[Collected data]
--*--

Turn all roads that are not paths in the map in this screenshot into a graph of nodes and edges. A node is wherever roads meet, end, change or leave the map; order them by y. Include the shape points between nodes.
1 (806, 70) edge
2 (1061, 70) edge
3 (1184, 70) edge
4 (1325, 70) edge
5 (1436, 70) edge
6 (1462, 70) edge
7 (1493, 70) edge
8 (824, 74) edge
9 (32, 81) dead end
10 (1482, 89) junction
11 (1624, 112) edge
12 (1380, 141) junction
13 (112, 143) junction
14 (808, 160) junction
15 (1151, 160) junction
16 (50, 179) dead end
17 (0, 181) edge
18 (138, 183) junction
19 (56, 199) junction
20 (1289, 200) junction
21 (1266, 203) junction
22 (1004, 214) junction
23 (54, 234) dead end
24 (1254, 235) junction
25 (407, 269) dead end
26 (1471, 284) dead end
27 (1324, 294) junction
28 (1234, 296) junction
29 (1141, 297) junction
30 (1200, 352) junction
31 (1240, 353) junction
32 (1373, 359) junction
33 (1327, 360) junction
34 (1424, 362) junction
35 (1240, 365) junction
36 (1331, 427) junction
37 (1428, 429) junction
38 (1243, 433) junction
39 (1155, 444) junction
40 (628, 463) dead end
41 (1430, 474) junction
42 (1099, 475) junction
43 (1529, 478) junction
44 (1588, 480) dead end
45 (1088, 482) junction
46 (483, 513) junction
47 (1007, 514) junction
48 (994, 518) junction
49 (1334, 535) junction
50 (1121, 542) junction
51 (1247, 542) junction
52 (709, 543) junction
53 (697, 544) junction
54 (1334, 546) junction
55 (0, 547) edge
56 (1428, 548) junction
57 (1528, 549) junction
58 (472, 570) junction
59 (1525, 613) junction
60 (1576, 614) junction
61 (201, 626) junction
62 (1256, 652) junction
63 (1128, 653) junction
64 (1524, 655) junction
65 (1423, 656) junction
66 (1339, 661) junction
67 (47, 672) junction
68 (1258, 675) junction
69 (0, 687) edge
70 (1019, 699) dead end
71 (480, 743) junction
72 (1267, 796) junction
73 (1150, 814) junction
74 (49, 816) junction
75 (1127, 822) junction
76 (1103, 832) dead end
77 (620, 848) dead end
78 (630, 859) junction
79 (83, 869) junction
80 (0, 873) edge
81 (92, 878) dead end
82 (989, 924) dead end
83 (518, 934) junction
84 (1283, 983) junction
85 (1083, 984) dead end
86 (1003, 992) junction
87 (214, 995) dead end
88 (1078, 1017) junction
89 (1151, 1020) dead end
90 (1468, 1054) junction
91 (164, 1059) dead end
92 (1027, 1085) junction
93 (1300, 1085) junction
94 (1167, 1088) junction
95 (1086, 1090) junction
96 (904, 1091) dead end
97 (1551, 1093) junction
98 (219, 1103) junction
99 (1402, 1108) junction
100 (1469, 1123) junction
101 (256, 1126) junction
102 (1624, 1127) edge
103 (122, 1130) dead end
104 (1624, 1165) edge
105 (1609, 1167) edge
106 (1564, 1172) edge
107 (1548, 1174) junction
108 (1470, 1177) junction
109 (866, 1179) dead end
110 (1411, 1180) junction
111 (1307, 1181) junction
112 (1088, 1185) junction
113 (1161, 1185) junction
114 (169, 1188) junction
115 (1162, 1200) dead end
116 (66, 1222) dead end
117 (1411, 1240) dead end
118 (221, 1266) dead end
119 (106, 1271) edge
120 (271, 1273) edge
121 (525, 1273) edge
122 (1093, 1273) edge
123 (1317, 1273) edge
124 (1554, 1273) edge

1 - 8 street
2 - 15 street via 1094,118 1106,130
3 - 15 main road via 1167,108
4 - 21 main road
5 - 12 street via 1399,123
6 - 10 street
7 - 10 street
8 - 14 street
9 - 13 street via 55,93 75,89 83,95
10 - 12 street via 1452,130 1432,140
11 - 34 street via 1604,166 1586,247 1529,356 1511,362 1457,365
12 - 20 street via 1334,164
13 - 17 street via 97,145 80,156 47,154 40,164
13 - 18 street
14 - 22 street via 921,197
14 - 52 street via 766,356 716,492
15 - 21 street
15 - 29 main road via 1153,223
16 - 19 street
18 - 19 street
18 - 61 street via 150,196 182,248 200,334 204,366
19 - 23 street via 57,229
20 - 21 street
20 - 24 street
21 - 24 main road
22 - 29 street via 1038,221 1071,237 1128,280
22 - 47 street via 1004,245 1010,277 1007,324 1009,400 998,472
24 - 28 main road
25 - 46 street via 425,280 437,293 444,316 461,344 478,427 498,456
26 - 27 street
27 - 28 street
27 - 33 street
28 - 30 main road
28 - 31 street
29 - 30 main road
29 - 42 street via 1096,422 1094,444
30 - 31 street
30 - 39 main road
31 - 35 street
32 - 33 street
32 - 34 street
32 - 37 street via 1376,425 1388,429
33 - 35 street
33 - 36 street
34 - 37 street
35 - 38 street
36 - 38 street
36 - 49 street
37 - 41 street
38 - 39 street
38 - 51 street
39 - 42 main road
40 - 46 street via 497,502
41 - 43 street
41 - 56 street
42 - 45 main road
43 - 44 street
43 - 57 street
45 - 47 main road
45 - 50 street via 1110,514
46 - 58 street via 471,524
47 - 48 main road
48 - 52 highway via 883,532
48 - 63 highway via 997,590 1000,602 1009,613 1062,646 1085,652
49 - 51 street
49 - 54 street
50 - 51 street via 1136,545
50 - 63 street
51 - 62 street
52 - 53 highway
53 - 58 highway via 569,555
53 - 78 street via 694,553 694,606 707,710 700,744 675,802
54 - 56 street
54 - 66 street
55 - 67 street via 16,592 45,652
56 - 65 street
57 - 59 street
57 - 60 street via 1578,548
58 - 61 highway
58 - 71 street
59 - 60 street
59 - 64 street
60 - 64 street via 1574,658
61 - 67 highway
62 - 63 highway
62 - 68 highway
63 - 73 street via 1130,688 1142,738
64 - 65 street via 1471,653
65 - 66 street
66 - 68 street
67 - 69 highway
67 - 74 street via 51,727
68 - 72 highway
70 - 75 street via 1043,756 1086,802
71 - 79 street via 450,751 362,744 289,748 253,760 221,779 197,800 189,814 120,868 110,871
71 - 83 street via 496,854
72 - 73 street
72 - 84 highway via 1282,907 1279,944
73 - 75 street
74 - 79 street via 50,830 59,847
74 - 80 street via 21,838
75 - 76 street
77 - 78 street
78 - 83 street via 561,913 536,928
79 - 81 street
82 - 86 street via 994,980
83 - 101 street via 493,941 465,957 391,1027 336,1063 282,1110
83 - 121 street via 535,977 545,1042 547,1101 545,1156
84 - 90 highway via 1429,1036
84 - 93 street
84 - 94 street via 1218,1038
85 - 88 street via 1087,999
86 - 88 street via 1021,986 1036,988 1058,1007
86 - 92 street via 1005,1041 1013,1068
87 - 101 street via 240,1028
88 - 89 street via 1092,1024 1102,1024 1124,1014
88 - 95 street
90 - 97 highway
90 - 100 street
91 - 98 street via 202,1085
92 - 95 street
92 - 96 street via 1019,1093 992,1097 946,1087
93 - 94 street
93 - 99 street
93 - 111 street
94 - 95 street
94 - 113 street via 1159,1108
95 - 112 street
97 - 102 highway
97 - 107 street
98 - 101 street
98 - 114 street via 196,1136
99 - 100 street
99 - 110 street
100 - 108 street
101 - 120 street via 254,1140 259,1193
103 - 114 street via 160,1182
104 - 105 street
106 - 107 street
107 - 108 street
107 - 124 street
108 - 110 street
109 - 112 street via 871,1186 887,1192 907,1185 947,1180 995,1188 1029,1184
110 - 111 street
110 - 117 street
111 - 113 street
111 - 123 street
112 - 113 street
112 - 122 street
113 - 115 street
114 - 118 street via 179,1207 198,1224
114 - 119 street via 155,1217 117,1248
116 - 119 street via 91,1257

--*--

**TASK ITEM**
Above are some records; repeat all of them exactly.

**EXERCISE RESULT**
Turn all roads that are not paths in the map in this screenshot into a graph of nodes and edges. A node is wherever roads meet, end, change or leave the map; order them by y. Include the shape points between nodes.
1 (806, 70) edge
2 (1061, 70) edge
3 (1184, 70) edge
4 (1325, 70) edge
5 (1436, 70) edge
6 (1462, 70) edge
7 (1493, 70) edge
8 (824, 74) edge
9 (32, 81) dead end
10 (1482, 89) junction
11 (1624, 112) edge
12 (1380, 141) junction
13 (112, 143) junction
14 (808, 160) junction
15 (1151, 160) junction
16 (50, 179) dead end
17 (0, 181) edge
18 (138, 183) junction
19 (56, 199) junction
20 (1289, 200) junction
21 (1266, 203) junction
22 (1004, 214) junction
23 (54, 234) dead end
24 (1254, 235) junction
25 (407, 269) dead end
26 (1471, 284) dead end
27 (1324, 294) junction
28 (1234, 296) junction
29 (1141, 297) junction
30 (1200, 352) junction
31 (1240, 353) junction
32 (1373, 359) junction
33 (1327, 360) junction
34 (1424, 362) junction
35 (1240, 365) junction
36 (1331, 427) junction
37 (1428, 429) junction
38 (1243, 433) junction
39 (1155, 444) junction
40 (628, 463) dead end
41 (1430, 474) junction
42 (1099, 475) junction
43 (1529, 478) junction
44 (1588, 480) dead end
45 (1088, 482) junction
46 (483, 513) junction
47 (1007, 514) junction
48 (994, 518) junction
49 (1334, 535) junction
50 (1121, 542) junction
51 (1247, 542) junction
52 (709, 543) junction
53 (697, 544) junction
54 (1334, 546) junction
55 (0, 547) edge
56 (1428, 548) junction
57 (1528, 549) junction
58 (472, 570) junction
59 (1525, 613) junction
60 (1576, 614) junction
61 (201, 626) junction
62 (1256, 652) junction
63 (1128, 653) junction
64 (1524, 655) junction
65 (1423, 656) junction
66 (1339, 661) junction
67 (47, 672) junction
68 (1258, 675) junction
69 (0, 687) edge
70 (1019, 699) dead end
71 (480, 743) junction
72 (1267, 796) junction
73 (1150, 814) junction
74 (49, 816) junction
75 (1127, 822) junction
76 (1103, 832) dead end
77 (620, 848) dead end
78 (630, 859) junction
79 (83, 869) junction
80 (0, 873) edge
81 (92, 878) dead end
82 (989, 924) dead end
83 (518, 934) junction
84 (1283, 983) junction
85 (1083, 984) dead end
86 (1003, 992) junction
87 (214, 995) dead end
88 (1078, 1017) junction
89 (1151, 1020) dead end
90 (1468, 1054) junction
91 (164, 1059) dead end
92 (1027, 1085) junction
93 (1300, 1085) junction
94 (1167, 1088) junction
95 (1086, 1090) junction
96 (904, 1091) dead end
97 (1551, 1093) junction
98 (219, 1103) junction
99 (1402, 1108) junction
100 (1469, 1123) junction
101 (256, 1126) junction
102 (1624, 1127) edge
103 (122, 1130) dead end
104 (1624, 1165) edge
105 (1609, 1167) edge
106 (1564, 1172) edge
107 (1548, 1174) junction
108 (1470, 1177) junction
109 (866, 1179) dead end
110 (1411, 1180) junction
111 (1307, 1181) junction
112 (1088, 1185) junction
113 (1161, 1185) junction
114 (169, 1188) junction
115 (1162, 1200) dead end
116 (66, 1222) dead end
117 (1411, 1240) dead end
118 (221, 1266) dead end
119 (106, 1271) edge
120 (271, 1273) edge
121 (525, 1273) edge
122 (1093, 1273) edge
123 (1317, 1273) edge
124 (1554, 1273) edge

1 - 8 street
2 - 15 street via 1094,118 1106,130
3 - 15 main road via 1167,108
4 - 21 main road
5 - 12 street via 1399,123
6 - 10 street
7 - 10 street
8 - 14 street
9 - 13 street via 55,93 75,89 83,95
10 - 12 street via 1452,130 1432,140
11 - 34 street via 1604,166 1586,247 1529,356 1511,362 1457,365
12 - 20 street via 1334,164
13 - 17 street via 97,145 80,156 47,154 40,164
13 - 18 street
14 - 22 street via 921,197
14 - 52 street via 766,356 716,492
15 - 21 street
15 - 29 main road via 1153,223
16 - 19 street
18 - 19 street
18 - 61 street via 150,196 182,248 200,334 204,366
19 - 23 street via 57,229
20 - 21 street
20 - 24 street
21 - 24 main road
22 - 29 street via 1038,221 1071,237 1128,280
22 - 47 street via 1004,245 1010,277 1007,324 1009,400 998,472
24 - 28 main road
25 - 46 street via 425,280 437,293 444,316 461,344 478,427 498,456
26 - 27 street
27 - 28 street
27 - 33 street
28 - 30 main road
28 - 31 street
29 - 30 main road
29 - 42 street via 1096,422 1094,444
30 - 31 street
30 - 39 main road
31 - 35 street
32 - 33 street
32 - 34 street
32 - 37 street via 1376,425 1388,429
33 - 35 street
33 - 36 street
34 - 37 street
35 - 38 street
36 - 38 street
36 - 49 street
37 - 41 street
38 - 39 street
38 - 51 street
39 - 42 main road
40 - 46 street via 497,502
41 - 43 street
41 - 56 street
42 - 45 main road
43 - 44 street
43 - 57 street
45 - 47 main road
45 - 50 street via 1110,514
46 - 58 street via 471,524
47 - 48 main road
48 - 52 highway via 883,532
48 - 63 highway via 997,590 1000,602 1009,613 1062,646 1085,652
49 - 51 street
49 - 54 street
50 - 51 street via 1136,545
50 - 63 street
51 - 62 street
52 - 53 highway
53 - 58 highway via 569,555
53 - 78 street via 694,553 694,606 707,710 700,744 675,802
54 - 56 street
54 - 66 street
55 - 67 street via 16,592 45,652
56 - 65 street
57 - 59 street
57 - 60 street via 1578,548
58 - 61 highway
58 - 71 street
59 - 60 street
59 - 64 street
60 - 64 street via 1574,658
61 - 67 highway
62 - 63 highway
62 - 68 highway
63 - 73 street via 1130,688 1142,738
64 - 65 street via 1471,653
65 - 66 street
66 - 68 street
67 - 69 highway
67 - 74 street via 51,727
68 - 72 highway
70 - 75 street via 1043,756 1086,802
71 - 79 street via 450,751 362,744 289,748 253,760 221,779 197,800 189,814 120,868 110,871
71 - 83 street via 496,854
72 - 73 street
72 - 84 highway via 1282,907 1279,944
73 - 75 street
74 - 79 street via 50,830 59,847
74 - 80 street via 21,838
75 - 76 street
77 - 78 street
78 - 83 street via 561,913 536,928
79 - 81 street
82 - 86 street via 994,980
83 - 101 street via 493,941 465,957 391,1027 336,1063 282,1110
83 - 121 street via 535,977 545,1042 547,1101 545,1156
84 - 90 highway via 1429,1036
84 - 93 street
84 - 94 street via 1218,1038
85 - 88 street via 1087,999
86 - 88 street via 1021,986 1036,988 1058,1007
86 - 92 street via 1005,1041 1013,1068
87 - 101 street via 240,1028
88 - 89 street via 1092,1024 1102,1024 1124,1014
88 - 95 street
90 - 97 highway
90 - 100 street
91 - 98 street via 202,1085
92 - 95 street
92 - 96 street via 1019,1093 992,1097 946,1087
93 - 94 street
93 - 99 street
93 - 111 street
94 - 95 street
94 - 113 street via 1159,1108
95 - 112 street
97 - 102 highway
97 - 107 street
98 - 101 street
98 - 114 street via 196,1136
99 - 100 street
99 - 110 street
100 - 108 street
101 - 120 street via 254,1140 259,1193
103 - 114 street via 160,1182
104 - 105 street
106 - 107 street
107 - 108 street
107 - 124 street
108 - 110 street
109 - 112 street via 871,1186 887,1192 907,1185 947,1180 995,1188 1029,1184
110 - 111 street
110 - 117 street
111 - 113 street
111 - 123 street
112 - 113 street
112 - 122 street
113 - 115 street
114 - 118 street via 179,1207 198,1224
114 - 119 street via 155,1217 117,1248
116 - 119 street via 91,1257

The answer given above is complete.